The only thing we've changed here is the demand. Very good. Thank you. Madam Chair. Yes, one second.
Senator Kawasaki, question? Yes. And then I just wanted to make sure that the assumption for the pipeline was $16 billion.
Through the chair, yes, that's roughly correct. So our $15.5 billion in, in real 2026 terms is our pipeline construction cost assumption. Okay, and then, and then follow-up through, and then, um, Senator Giesel mentioned that the gas treatment plant, but it may be not a full gas treatment sized plant, which would be, I think, in the $20 million or $15 million range, right? It would be a smaller type of cycling plant. Was that correct?
And then how much, what was that Total cost.

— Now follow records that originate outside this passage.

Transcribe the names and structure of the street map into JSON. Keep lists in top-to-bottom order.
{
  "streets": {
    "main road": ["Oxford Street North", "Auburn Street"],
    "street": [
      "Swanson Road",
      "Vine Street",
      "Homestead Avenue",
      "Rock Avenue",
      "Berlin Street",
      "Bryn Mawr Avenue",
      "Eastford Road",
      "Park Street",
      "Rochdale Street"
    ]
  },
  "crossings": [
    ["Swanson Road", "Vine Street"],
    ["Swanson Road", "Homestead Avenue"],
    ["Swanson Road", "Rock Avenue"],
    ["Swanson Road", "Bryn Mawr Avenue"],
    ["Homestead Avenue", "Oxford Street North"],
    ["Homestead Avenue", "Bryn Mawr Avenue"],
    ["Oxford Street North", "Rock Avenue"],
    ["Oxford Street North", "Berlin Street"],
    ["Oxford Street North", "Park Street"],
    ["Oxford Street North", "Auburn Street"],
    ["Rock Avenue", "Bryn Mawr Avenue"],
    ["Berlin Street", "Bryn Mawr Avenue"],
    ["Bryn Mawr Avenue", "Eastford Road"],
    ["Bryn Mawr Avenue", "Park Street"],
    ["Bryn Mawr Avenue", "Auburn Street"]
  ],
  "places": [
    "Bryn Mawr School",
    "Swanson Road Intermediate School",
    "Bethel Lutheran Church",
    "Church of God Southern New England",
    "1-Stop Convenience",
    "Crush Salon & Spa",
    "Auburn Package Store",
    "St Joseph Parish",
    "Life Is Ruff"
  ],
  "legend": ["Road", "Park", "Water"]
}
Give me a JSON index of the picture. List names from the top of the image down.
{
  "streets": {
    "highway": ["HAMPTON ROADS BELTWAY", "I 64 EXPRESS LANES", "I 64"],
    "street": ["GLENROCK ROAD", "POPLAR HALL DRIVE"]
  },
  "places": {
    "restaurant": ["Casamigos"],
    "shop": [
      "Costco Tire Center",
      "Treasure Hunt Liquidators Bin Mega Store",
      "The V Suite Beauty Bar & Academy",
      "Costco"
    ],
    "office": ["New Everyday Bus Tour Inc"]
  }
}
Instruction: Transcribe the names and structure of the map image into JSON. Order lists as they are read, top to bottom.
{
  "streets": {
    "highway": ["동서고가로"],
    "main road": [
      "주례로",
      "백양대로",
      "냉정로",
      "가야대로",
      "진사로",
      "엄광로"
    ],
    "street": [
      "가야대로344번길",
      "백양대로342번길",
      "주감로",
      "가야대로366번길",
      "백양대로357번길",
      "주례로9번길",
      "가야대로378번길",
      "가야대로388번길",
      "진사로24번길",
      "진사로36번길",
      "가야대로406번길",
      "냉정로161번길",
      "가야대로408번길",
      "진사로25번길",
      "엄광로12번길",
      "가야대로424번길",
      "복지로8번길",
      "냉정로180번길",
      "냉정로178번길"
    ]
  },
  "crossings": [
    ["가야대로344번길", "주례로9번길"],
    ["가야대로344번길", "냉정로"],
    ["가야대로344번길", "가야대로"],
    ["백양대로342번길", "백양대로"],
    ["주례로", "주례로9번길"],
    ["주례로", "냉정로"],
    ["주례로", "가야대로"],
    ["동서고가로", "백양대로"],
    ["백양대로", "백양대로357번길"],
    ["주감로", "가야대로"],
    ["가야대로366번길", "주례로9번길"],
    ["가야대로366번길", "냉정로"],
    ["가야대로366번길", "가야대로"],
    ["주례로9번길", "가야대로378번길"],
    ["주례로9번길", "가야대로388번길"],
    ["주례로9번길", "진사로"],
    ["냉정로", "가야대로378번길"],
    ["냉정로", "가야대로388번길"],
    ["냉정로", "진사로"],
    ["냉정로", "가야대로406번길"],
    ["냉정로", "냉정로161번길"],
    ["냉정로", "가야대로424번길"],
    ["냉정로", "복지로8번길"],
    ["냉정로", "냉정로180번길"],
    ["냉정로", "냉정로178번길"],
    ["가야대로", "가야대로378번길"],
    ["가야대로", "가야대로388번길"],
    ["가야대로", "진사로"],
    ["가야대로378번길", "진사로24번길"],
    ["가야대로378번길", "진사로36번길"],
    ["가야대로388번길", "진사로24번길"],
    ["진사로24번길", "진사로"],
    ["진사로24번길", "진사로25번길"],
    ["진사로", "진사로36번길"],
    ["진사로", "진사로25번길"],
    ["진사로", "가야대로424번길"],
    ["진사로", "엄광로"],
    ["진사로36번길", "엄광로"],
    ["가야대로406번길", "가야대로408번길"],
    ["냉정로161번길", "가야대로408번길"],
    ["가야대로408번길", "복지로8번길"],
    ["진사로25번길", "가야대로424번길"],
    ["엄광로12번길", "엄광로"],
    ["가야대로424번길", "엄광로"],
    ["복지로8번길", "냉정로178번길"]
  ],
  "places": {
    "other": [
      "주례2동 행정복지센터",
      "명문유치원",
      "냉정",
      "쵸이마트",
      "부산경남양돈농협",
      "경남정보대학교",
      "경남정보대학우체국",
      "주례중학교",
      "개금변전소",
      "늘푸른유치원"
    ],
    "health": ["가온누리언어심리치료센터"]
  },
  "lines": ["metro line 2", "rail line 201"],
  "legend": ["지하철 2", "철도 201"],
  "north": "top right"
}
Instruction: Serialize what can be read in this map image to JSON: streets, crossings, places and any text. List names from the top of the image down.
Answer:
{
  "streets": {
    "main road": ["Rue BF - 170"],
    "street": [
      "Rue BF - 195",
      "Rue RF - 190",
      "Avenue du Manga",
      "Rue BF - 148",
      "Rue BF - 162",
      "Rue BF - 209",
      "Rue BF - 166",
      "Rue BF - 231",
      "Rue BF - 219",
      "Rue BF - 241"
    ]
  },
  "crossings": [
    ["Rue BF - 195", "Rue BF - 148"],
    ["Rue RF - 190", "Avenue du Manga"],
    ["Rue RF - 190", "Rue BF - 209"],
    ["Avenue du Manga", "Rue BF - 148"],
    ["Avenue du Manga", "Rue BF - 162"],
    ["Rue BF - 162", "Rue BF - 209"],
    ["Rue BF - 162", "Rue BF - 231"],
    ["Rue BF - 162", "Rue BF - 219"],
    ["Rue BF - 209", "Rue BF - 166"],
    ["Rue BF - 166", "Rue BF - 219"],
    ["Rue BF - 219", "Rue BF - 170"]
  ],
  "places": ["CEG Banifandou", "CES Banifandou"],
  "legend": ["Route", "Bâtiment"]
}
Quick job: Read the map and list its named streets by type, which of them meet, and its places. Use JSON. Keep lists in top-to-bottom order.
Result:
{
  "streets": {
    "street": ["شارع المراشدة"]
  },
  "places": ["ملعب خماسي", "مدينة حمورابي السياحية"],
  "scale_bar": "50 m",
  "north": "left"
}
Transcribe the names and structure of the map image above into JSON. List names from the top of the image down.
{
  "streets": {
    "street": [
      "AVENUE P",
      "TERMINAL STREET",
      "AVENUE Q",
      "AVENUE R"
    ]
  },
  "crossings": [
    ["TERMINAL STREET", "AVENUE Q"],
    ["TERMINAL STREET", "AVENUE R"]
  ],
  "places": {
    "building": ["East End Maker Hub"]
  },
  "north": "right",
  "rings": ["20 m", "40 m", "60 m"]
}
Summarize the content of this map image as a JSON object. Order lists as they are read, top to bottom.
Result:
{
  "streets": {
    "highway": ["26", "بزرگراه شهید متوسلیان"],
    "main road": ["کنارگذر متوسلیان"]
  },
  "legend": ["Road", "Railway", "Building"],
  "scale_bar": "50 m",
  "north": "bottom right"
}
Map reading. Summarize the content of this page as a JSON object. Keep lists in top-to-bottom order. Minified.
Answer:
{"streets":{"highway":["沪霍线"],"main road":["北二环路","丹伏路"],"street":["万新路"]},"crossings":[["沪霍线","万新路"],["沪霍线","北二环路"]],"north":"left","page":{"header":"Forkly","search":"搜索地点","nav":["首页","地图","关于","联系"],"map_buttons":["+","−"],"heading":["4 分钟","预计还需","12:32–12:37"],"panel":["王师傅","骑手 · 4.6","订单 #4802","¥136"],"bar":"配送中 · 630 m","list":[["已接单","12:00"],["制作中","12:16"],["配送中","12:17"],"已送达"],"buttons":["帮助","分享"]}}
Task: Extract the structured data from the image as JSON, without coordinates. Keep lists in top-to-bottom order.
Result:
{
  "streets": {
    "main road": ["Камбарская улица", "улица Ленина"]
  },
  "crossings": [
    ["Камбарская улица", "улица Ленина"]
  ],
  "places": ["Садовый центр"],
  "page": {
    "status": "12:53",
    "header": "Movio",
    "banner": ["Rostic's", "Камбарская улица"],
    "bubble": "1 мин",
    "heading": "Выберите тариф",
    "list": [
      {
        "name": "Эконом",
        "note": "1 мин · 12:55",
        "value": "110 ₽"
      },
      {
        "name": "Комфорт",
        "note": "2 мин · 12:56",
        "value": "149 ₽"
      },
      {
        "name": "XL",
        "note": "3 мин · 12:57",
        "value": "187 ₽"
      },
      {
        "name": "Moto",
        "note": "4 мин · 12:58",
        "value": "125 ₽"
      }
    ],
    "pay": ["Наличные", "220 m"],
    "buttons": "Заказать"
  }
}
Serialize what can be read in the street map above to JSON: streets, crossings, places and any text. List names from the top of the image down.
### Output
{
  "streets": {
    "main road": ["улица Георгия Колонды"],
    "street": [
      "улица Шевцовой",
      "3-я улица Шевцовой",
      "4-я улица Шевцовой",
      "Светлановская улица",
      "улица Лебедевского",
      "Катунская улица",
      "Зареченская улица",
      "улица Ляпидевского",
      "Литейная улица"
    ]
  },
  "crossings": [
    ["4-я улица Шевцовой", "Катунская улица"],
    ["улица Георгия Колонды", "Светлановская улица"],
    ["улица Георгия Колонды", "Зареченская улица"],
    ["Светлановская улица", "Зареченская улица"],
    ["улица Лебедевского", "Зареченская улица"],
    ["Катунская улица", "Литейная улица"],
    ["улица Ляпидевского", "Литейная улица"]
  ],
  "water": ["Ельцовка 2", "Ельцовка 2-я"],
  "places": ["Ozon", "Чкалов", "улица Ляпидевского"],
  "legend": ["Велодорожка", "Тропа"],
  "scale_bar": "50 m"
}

Um, yes, through the chair. So what we've done here is for the full project, um, we have an assumption of $10.9 billion in real terms for the gas treatment plant on the, on the North Slope. Um, we don't have a detailed assumption for the, the cost of a treatment facility, uh, for the Phase 1 scenario, um, or potentially exactly how that would be implemented. What we've done for this analysis is we've assumed a similar cost on a per 1,000 cubic feet basis for treatment between the Phase 1 scenario and our, our full scenario. And that could be— there could be a smaller treatment plant, there could be some sort of a modular operation.
It's uncertain exactly how that would play out in the Phase I scenario. And you can see on the next slide here, we've actually laid out the estimates for the cost of that treatment. So it's a little over $1 per 1,000 cubic feet. Thank you.
All right. You had a question, Senator Clayman? Yes. Mr. Stickle, you mentioned at the bottom of slide 16 that the— at the $12 price cap that the facility would not be built. Do you have an estimate of what price it would need to be for the facility to be built?
Senator Clayman, through the chair, so I think the next couple of slides will be instructive to that, to that question. We show it under our assumptions we've used. We show an in-state gas breakeven price in 2033 of just under $18 per 1,000 cubic feet under current law. A little over $12 per 1,000 cubic feet under Senate Bill 280 as introduced by the governor, and a little over $17 per 1,000 cubic feet under the committee substitute before the committee.
And another important point relating to that price cap is the committee substitute does not inflation adjust that price cap. And so the cap is $12 nominal forever, and that presents a challenge.
Thank you. That's a good point for improving the bill. Thank you for that. And so you've really summarized the next 3 slides, 17, 18, and 19.
Yes, Madam Chair. And if we're ready to— are there further questions on slide 16 or ready to move to slide 17? Yes, we're ready to move to slide 17.
Okay. So moving on to slide 17. And yes, so slide 17 is the the summary of cash flows to different, different stakeholders, as well as that breakeven cost of supply. This is the similar slide that we've shown for many scenarios throughout the analysis and presentation, so this should be familiar to the committee. Typically, when we show this slide, there's an in-state breakeven as well as a delivered LNG breakeven.
In this scenario, we're assuming the Phase 1 only with the custom— customized demand run. And again, as I, as I mentioned earlier, in nominal terms, $17.71 is the estimated in-state breakeven gas price under current law. And if we were looking for a real number to inflation adjust, that would be a just under $15 per thousand cubic feet in 2026 terms.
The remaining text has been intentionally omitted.